Regulation and function of V-ATPases in physiology and disease

Highlights

• Regulated assembly is a major mechanism for controlling V-ATPase activity in vivo.

• The V-ATPase is part of a nutrient sensing supercomplex on the lysosomal surface.

• V-ATPases are upregulated in cancer and promote tumor cell survival and metastasis.

• Plasma membrane V-ATPases represent promising and novel cancer therapeutic targets.

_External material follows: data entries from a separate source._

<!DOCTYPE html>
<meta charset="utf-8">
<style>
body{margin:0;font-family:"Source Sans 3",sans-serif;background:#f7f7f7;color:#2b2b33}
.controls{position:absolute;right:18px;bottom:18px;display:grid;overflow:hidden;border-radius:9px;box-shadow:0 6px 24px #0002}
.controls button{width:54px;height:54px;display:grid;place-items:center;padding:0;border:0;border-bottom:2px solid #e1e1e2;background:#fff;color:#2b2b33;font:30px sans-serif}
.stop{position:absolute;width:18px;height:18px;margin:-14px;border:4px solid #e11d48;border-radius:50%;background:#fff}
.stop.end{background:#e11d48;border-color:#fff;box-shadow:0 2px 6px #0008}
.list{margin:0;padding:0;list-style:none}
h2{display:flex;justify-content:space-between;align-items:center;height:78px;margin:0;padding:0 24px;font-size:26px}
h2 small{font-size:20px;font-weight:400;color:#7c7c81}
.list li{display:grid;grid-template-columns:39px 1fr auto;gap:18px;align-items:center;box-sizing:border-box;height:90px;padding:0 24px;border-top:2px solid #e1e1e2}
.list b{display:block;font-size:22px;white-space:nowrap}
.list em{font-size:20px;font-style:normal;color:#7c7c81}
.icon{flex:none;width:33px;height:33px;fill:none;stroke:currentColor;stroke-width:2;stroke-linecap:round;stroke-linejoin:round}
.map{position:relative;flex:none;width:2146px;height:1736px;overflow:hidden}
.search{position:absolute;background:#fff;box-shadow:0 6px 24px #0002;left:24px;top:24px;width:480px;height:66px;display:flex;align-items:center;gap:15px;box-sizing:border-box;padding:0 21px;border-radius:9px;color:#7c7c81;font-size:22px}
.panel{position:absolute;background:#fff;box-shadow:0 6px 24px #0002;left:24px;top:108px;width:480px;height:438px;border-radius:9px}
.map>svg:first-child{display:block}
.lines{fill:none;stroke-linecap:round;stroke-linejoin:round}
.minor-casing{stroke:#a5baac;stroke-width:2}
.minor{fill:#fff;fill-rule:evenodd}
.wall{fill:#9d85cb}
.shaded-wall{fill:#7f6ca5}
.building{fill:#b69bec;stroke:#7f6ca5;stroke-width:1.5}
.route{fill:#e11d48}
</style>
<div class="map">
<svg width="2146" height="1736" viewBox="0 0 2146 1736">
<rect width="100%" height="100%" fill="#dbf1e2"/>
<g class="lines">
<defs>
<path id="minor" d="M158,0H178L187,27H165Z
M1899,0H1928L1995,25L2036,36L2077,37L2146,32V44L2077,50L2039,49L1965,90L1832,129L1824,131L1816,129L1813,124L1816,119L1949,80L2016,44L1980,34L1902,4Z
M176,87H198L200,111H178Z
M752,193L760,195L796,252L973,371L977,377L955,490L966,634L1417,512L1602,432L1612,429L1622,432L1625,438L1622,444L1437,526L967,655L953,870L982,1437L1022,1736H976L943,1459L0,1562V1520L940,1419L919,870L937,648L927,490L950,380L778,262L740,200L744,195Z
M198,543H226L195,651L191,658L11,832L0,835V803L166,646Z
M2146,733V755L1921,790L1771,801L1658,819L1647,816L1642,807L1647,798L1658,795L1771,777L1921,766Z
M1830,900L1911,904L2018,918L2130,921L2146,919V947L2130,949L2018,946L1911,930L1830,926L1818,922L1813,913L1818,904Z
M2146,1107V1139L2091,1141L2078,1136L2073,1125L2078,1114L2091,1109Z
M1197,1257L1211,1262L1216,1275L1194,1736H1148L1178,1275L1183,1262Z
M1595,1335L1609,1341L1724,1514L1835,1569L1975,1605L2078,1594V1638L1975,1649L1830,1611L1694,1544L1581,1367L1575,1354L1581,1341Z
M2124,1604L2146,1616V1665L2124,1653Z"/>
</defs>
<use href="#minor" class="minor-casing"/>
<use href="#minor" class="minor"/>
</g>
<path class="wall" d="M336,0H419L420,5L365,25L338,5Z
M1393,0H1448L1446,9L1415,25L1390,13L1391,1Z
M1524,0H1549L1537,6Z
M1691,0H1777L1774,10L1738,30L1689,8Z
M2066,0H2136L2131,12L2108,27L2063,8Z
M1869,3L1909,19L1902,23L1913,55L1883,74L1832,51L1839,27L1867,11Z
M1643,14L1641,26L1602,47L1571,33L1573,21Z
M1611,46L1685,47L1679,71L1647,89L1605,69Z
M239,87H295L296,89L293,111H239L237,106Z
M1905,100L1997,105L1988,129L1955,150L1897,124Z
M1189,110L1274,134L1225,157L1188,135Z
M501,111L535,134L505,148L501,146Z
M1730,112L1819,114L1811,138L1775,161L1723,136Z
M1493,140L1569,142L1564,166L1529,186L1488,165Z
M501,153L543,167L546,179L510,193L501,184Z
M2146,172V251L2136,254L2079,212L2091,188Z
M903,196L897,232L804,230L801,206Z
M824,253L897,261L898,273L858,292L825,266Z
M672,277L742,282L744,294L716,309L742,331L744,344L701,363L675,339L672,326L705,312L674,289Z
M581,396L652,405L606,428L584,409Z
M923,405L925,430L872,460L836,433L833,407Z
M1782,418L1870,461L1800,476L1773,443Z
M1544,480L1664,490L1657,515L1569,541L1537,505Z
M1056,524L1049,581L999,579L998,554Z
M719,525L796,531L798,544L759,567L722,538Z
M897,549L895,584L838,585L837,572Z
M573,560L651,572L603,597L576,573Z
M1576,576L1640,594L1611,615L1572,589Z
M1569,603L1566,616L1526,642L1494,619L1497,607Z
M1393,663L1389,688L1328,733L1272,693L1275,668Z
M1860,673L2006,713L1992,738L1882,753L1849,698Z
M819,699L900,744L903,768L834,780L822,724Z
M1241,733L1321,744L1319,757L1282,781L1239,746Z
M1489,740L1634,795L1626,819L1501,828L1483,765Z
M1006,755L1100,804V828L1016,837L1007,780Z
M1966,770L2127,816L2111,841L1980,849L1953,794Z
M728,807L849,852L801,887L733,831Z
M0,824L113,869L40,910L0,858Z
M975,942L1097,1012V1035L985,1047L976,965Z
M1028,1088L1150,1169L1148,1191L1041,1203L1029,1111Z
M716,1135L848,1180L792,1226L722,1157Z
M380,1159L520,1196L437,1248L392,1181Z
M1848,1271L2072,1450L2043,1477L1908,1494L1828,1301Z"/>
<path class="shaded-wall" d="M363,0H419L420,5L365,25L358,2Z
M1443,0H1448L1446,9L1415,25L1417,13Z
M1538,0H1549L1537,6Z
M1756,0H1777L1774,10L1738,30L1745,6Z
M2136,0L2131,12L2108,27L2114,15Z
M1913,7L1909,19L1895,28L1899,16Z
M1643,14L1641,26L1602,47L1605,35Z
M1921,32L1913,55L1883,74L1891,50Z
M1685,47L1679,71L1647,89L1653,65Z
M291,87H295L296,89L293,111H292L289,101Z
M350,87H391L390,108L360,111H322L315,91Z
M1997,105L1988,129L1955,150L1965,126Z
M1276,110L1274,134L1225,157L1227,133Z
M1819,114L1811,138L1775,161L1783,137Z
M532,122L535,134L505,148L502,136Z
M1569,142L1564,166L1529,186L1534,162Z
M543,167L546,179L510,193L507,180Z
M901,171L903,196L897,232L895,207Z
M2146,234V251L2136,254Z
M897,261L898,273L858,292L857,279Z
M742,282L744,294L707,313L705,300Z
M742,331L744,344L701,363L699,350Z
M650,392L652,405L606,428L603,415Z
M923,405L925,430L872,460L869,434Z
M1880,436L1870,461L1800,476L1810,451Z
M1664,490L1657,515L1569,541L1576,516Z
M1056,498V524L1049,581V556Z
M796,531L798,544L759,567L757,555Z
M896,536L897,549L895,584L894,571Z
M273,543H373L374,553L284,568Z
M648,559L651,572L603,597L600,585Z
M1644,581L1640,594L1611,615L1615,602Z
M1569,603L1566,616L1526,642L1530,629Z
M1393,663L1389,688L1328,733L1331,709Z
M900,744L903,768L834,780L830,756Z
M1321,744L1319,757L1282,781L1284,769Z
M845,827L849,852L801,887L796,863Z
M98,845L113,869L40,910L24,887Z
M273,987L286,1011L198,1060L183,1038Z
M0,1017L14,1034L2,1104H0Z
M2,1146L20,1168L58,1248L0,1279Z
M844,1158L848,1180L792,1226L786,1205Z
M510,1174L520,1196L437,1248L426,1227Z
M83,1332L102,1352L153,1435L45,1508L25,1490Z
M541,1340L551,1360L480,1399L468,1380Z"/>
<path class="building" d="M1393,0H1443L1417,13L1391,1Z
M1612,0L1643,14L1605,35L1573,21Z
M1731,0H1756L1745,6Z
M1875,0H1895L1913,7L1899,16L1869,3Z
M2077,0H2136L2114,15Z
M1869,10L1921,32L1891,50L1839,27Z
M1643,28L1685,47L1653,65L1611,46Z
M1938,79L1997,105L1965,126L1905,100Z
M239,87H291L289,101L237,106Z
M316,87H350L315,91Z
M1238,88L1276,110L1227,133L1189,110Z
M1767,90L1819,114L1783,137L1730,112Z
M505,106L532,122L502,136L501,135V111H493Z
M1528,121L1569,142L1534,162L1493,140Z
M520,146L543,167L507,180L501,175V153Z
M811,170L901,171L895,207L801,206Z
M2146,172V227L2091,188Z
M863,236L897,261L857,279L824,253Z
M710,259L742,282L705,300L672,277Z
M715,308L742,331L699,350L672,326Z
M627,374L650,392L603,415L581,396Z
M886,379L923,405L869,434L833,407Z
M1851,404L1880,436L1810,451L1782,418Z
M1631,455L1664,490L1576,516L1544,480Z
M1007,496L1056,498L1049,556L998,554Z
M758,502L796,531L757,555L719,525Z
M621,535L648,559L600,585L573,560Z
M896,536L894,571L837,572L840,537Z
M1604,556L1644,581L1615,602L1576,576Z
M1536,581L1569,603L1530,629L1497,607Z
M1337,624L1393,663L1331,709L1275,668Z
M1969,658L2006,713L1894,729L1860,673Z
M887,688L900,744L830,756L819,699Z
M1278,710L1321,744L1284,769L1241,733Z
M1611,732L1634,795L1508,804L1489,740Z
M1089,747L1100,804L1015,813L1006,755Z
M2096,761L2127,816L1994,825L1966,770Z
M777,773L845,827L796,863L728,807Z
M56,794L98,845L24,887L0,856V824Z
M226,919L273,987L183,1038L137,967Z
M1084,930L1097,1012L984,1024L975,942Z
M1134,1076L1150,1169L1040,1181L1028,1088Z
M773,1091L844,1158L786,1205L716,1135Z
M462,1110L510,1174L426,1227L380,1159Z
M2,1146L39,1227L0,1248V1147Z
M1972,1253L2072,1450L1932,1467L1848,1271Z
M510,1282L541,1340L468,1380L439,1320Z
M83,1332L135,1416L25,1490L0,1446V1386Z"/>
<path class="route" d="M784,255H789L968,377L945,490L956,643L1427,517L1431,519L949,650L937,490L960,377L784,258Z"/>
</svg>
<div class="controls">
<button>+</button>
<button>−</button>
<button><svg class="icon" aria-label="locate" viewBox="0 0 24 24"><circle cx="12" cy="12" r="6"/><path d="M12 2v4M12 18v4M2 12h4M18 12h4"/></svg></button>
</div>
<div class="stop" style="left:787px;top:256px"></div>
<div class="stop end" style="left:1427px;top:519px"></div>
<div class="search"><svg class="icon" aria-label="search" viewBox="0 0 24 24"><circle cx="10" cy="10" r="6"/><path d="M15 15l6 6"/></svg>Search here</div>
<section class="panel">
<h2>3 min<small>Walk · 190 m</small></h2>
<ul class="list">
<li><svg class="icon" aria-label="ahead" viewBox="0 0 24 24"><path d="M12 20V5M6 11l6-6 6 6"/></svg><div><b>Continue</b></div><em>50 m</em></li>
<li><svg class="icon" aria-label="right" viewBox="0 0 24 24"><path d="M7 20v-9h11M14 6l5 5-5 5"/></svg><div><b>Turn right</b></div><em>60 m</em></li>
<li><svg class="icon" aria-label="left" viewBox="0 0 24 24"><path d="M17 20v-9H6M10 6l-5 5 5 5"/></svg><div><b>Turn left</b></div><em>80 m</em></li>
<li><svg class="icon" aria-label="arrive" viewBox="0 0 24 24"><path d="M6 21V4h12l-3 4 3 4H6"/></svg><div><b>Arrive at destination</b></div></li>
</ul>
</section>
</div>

• Understanding lysosomal pH control may lead to new treatments for neurodegeneration.

Abstract

The vacuolar H⁺-ATPases (V-ATPases) are essential, ATP-dependent proton pumps present in a variety of eukaryotic cellular membranes. Intracellularly, V-ATPase-dependent acidification functions in such processes as membrane traffic, protein degradation, autophagy and the coupled transport of small molecules. V-ATPases at the plasma membrane of certain specialized cells function in such processes as bone resorption, sperm maturation and urinary acidification. V-ATPases also function in disease processes such as pathogen entry and cancer cell invasiveness, while defects in V-ATPase genes are associated with disorders such as osteopetrosis, renal tubular acidosis and neurodegenerative diseases. This review highlights recent advances in our understanding of V-ATPase structure, mechanism, function and regulation, with an emphasis on the signaling pathways controlling V-ATPase assembly in mammalian cells. The role of V-ATPases in cancer and other human pathologies, and the prospects for therapeutic intervention, are also discussed.